A very serious game of poker

Nick Thomas, Communications Specialist

Nick Thomas, Communications Specialist

In January of each year at IBC, we get together to preview world business climates for the year ahead. A key part of this, is our “Faites Vos Jeux - Place Your Bets” IBC World Poker game, where our members get $1,000,000 in play money to play on the countries they think will have the highest percentage growth in GDP over the year. When all the bets are placed, we have a good snapshot of what our IBC peers are thinking. As with the extraordinary times we are living in, the IBC World Poker results this year were extraordinary.

It was perhaps a shade ironic that there was a skyscraper of poker chips placed firmly on China by IBC members and guests as the most likely country globally to target for economic growth and business opportunities in 2021.

After all, it has been about a year since the COVID-19 pandemic originated in the same country and led to economic and societal devastation around the world in a year whose experiences most of us have never lived through before.

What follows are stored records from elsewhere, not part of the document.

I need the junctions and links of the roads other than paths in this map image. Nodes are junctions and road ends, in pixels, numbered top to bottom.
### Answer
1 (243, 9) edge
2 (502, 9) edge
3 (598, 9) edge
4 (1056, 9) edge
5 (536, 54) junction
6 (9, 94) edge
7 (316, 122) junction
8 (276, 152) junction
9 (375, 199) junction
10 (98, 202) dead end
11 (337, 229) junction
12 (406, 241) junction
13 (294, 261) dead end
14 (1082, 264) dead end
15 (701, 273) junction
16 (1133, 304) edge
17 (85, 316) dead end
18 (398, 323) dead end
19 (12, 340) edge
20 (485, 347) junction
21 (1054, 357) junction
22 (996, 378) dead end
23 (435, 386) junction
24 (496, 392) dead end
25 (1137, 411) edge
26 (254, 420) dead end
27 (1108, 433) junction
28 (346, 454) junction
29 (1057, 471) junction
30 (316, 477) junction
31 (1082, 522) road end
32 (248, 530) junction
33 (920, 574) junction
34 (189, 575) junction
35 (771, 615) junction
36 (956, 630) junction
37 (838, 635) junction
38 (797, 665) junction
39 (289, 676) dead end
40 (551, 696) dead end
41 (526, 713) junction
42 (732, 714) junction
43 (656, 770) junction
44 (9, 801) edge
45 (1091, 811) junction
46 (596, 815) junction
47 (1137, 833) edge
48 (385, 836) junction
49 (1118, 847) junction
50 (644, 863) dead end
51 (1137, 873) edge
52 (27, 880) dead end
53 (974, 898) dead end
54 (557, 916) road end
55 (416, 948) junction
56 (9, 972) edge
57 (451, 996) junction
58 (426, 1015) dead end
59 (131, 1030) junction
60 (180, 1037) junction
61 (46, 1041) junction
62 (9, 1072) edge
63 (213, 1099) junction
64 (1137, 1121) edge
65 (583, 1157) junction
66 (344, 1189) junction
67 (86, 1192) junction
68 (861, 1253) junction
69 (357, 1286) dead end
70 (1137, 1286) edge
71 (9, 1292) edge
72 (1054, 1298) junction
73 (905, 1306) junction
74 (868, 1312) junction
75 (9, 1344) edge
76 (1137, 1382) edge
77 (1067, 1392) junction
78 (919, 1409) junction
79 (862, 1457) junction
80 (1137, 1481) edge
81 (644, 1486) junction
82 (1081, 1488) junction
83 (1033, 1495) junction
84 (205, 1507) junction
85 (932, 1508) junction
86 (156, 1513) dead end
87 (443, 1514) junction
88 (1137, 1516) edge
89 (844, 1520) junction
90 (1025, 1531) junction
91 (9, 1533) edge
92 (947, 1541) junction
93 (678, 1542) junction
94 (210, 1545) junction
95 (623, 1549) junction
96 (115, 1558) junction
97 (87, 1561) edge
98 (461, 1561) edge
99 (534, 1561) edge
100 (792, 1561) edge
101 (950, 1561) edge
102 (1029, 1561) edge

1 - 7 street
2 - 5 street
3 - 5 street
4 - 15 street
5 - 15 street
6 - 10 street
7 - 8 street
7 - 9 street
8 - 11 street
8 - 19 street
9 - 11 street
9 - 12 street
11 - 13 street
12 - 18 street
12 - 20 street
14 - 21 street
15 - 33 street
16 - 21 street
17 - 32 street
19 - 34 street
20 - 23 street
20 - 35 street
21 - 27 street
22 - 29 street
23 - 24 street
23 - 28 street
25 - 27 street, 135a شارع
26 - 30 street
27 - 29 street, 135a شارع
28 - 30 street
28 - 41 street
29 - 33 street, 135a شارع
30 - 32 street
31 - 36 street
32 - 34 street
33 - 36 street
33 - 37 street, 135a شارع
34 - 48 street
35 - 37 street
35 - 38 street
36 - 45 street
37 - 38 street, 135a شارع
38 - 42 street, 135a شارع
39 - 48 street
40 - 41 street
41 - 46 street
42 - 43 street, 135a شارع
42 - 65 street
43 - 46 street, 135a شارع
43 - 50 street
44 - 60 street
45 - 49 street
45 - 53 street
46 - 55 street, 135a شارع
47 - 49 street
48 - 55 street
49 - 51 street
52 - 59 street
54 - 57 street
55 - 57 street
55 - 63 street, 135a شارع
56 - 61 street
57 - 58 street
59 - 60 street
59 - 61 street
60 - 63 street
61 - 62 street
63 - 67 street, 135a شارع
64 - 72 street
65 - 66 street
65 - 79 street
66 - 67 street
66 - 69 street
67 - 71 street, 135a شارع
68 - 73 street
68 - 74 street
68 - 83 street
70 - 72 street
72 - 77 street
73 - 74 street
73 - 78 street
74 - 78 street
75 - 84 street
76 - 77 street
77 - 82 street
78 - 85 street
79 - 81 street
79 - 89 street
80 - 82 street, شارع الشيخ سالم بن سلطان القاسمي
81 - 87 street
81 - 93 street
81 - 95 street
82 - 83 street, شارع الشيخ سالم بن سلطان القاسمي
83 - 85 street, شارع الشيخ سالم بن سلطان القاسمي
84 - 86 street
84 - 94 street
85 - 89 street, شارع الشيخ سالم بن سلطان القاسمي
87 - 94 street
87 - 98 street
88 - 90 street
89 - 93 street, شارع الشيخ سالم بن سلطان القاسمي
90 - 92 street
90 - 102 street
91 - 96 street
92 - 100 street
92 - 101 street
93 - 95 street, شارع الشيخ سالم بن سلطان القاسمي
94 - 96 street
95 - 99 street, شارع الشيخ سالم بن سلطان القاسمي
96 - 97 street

China, however, despite optimism about its continuing economic opportunity and the reality of its global clout, remains a “maligning factor” in the words of Ambassador Christopher Hill, former Dean of the Korbel School of International Studies at the University of Denver and seasoned diplomat.

And, after the negation of diplomacy generally under former U.S. President Trump, it was incumbent upon the U.S. under now President Biden to re-establish good relationships with its allies so as to unify and counter such a threat, Hill said.

“We need to do a much better job diplomatically,” he added.

 Other speakers pointed to an optimistic start by the new U.S administration with Canadian and British observers agreeing their governments were on the same page in terms of policies being shaped by the Biden cabinet.

 Canada, for example, was fully behind a greater focus on climate change initiatives as well as co-operating more fully on the COVID-19 issue, said Kathryn Burkell, Senior Trade Commissioner at the Canadian Consulate in Denver.

 The U.K would also have an opportunity this year to work with the Biden administration on aspects of climate change given its current presidency of the G-7 and the holding of a leadership meeting in Cornwall later this year as well as, more specifically, the staging of the 26th UN climate change event, COP26, in Glasgow in November, said Erin Kuhn, British Consul in Denver.

 

U.S Political Situation Remains Threat Post-Election

 What was perhaps new about the global outlook was the ongoing threat posed by a politically unstable United States, warned Hill.

 Such instability was not going to go away just because of Biden’s election even though the new administration had been encouragingly successful in a bipartisan way in getting some of its cabinet nominations approved in its opening days.

 The refusal by Trump to accept the November 2020 election results is continuing to have “enormous consequences” which included the events of January 6 when the Capitol was ransacked by some Trump supporters.

 “We have to end this uncivil war,” he said. “The January 6 events were a very serious blow to U.S. prestige and not yesterday’s news as some would have it.”

 With eventual success in rebuilding trust in domestic institutions paramount, the U.S. also has at the same time to reach outwards by healing damaged relationships with allies to deal better with global threats like the COVID-19 pandemic and the likes of a malign China, as noted before.

 Iran, too, would need strong allied strategies to counter its threat as well as the “hardy perennial” trouble spot of North Korea, Hill said.

 Russia also continues to pose a threat to global stability, though a different one than China.

 “Russia is a space to watch because it is looking at its own decline and making a lot of noise in the short run,” Hill said.

 The COVID crisis remains a huge problem and the countries that deal best with it in 2021 will have a huge advantage, he added.

 “Their political stability will depend on how they handle COVID-19,” Hill said. “There is a huge question about the pace of recovery, there are a lot of big questions.”

 As usual, there are a lot of unresolved issues globally threatening the world’s prosperity and peace, with COVID-19 expected to dominate thoughts and priorities this year. Such uncertainty as to that issue’s outcome is perhaps the only constant.

 “We certainly have a strange number of months ahead of us,” noted Bill Graebel, CEO of relocation company Graebel.